Мне показали магазин — с семьдесят пятого по семьдесят девятый год он был единственным в городе, им могли пользоваться лишь иностранцы. Впрочем, и тогдашним дипломатам не позавидуешь: их свободу передвижения строго ограничивали, посольства не имели телефонной связи ни между собой, ни с министерством иностранных дел.
Перед руководителями освобожденного Пномпеня встали тяжелейшие задачи. Накормить жителей, дать им орудия труда. Наладить снабжение водой. Привести город в порядок, обеспечить в нем безопасность.
Рыбаки вновь начали ставить сети. При Пол Поте ловить рыбу дозволялось лишь специальным отрядам, да и то под надзором «соансроков». Кхмера, застигнутого с сетью или удочкой, уничтожали на месте как злостного нарушителя закона. «Соансроки» забивали до смерти ребенка, если обнаруживали рядом с ним на песке выловленную рыбешку.
Когда Пномпень освободили, в нем было меньше двухсот (!) человек. Потом с каждым днем число жителей возрастало. Поднявшись на монумент Независимости, откуда открывается панорама города, я видел кхмеров с котомками за плечами, они входили в свои дома, где не были четыре года.
На моих глазах отдирали доски, которыми были заколочены окна и двери огромного отеля «Монором» в центре Пномпеня. И когда вместе с рабочими я шагнул внутрь, в лицо ударил страшный запах. Истлевшие человеческие тела среди гор щебня, мусора… Весь персонал «Монорома» и других гостиниц за исключением «Пнома» был вырезан: Пол Пот считал, что служащие отелей «испорчены иностранной идеологией» и, следовательно, их место — в могиле.
«Монором» вычистили, потолки и стены покрасили, лифт, который беспомощно висел между этажами, отремонтировали. И в отель стали въезжать гости.
Правительство восстановило пагоды, храмы.
Опять пошли люди и к Ангкор Вату. Об этом «собрате Парфенона» следует сказать несколько слов.
Однажды французский исследователь Анри Муо заблудился в джунглях неподалеку от города Сиемреап. Еды не было, к тому же у Муо начался приступ малярии.
«Видно, это мое последнее путешествие, отсюда не выбраться», — подумал француз. И вдруг лес расступился, Муо оказался на большой залитой солнцем поляне. Он успел заметить тропу, понял, что спасен, и потерял сознание.
Очнулся путешественник под вечер и решил, что сошел с ума: над джунглями возвышались башни. Он двинулся по направлению к ним. Но мираж не рассеивался, напротив: очертания встающего из джунглей волшебного города становились все более отчетливыми.
Так в XVII веке европейцы узнали об Ангкор Вате.
Даже полпотовцы не решились поднять руку на крупнейший в мире памятник культовой архитектуры, одно из чудес света, — они собирались возить туда туристов. Тем не менее это не помешало им заминировать подходы к древнему городу, окружить его мусорными свалками, устраивать в окрестностях массовые казни.

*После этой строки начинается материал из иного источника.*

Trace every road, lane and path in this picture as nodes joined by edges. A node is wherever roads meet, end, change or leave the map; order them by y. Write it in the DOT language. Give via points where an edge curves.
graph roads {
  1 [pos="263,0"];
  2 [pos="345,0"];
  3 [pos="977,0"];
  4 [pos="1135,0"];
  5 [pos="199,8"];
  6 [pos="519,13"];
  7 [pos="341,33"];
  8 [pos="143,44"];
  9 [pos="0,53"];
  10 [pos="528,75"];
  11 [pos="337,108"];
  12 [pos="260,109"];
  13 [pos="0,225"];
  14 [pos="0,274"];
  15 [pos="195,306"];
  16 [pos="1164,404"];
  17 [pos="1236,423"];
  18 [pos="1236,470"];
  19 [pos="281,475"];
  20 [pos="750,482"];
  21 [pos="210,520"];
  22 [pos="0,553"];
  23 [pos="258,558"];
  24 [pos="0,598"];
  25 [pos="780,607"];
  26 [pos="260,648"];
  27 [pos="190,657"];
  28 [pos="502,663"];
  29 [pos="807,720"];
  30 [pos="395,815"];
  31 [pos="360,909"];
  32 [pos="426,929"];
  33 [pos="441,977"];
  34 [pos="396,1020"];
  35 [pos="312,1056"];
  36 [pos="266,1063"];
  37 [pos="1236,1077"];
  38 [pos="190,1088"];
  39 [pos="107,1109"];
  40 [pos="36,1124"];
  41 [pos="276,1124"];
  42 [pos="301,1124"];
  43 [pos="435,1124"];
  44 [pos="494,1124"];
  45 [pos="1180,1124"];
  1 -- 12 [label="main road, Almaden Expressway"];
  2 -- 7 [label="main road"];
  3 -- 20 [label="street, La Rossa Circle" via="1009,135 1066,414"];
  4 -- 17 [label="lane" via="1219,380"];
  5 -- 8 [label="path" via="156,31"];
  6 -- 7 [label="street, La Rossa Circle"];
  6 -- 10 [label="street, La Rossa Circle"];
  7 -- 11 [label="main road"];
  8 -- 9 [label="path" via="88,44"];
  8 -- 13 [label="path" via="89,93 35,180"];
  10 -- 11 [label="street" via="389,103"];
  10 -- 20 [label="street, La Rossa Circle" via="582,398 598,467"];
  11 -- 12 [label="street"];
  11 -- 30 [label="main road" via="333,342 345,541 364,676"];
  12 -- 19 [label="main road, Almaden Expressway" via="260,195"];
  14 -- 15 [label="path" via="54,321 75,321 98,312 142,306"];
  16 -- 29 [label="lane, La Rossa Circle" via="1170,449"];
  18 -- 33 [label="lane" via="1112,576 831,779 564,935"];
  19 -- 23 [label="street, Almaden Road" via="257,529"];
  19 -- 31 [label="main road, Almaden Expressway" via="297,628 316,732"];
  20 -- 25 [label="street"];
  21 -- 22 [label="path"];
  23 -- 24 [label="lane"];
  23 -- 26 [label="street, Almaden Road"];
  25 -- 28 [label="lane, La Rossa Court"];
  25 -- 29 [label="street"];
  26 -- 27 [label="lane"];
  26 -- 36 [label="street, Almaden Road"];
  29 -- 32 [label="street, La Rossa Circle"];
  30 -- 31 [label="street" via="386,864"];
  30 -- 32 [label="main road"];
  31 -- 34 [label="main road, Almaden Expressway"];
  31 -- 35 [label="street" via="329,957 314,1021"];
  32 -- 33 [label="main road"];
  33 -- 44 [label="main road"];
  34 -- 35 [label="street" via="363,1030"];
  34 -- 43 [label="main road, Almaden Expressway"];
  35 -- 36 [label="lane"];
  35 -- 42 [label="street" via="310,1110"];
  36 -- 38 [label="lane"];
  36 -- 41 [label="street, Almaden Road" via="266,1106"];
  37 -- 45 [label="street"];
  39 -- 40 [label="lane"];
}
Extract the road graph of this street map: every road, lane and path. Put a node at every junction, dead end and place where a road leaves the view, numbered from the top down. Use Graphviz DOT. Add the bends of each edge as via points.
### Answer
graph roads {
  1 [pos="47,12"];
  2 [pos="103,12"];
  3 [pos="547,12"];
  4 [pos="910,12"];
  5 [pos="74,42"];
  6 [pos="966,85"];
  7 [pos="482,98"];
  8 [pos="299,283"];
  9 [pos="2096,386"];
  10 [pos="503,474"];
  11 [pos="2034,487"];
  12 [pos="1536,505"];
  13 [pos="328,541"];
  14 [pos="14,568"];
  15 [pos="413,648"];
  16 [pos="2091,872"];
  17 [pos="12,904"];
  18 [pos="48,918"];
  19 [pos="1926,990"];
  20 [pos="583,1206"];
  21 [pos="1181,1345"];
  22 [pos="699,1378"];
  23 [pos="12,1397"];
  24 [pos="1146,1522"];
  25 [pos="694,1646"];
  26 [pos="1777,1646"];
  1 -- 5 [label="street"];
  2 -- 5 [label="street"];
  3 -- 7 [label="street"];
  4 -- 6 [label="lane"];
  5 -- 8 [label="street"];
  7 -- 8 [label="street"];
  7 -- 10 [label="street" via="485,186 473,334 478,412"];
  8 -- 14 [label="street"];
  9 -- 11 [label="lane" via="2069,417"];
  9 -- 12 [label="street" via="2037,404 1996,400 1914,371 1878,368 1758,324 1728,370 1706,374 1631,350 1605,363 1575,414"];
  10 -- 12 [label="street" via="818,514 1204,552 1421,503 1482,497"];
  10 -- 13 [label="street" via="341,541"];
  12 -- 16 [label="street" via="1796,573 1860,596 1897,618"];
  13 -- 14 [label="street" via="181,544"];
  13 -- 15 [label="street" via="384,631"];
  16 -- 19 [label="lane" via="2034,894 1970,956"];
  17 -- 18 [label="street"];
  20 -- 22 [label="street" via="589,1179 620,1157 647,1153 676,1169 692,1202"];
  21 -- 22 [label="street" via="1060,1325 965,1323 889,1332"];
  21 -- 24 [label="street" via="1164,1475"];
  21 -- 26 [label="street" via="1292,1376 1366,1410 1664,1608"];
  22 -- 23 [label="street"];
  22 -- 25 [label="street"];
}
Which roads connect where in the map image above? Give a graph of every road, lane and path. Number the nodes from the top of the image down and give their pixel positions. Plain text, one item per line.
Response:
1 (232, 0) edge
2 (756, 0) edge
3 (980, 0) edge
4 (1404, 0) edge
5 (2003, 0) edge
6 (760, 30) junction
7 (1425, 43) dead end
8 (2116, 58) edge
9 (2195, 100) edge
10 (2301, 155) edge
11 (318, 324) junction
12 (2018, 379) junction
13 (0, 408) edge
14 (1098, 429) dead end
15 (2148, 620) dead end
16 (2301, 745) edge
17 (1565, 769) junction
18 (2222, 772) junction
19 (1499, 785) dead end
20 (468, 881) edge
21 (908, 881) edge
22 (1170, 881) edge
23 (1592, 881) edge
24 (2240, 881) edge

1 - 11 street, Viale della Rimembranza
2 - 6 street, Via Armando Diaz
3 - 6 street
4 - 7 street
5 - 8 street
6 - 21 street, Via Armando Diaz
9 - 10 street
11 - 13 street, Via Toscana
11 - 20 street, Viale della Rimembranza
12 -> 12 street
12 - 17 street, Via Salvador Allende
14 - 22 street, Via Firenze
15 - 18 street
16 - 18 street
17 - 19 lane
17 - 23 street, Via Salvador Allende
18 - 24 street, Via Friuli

Одним из первых шагов народной власти стало создание специальной группы по охране Ангкор Вата. Группа привела в порядок дворец, разминировала дороги.
… Вначале были видны лишь силуэты башен, похожие на бутоны нераспустившегося лотоса. Когда подошел ближе, они стали как бы парить высоко в небе, а передо мной поднялись уступами террасы, загородившие джунгли. И вот я уже внутри, рассматриваю барельефы, провожу рукой по шероховатым камням древних изваяний.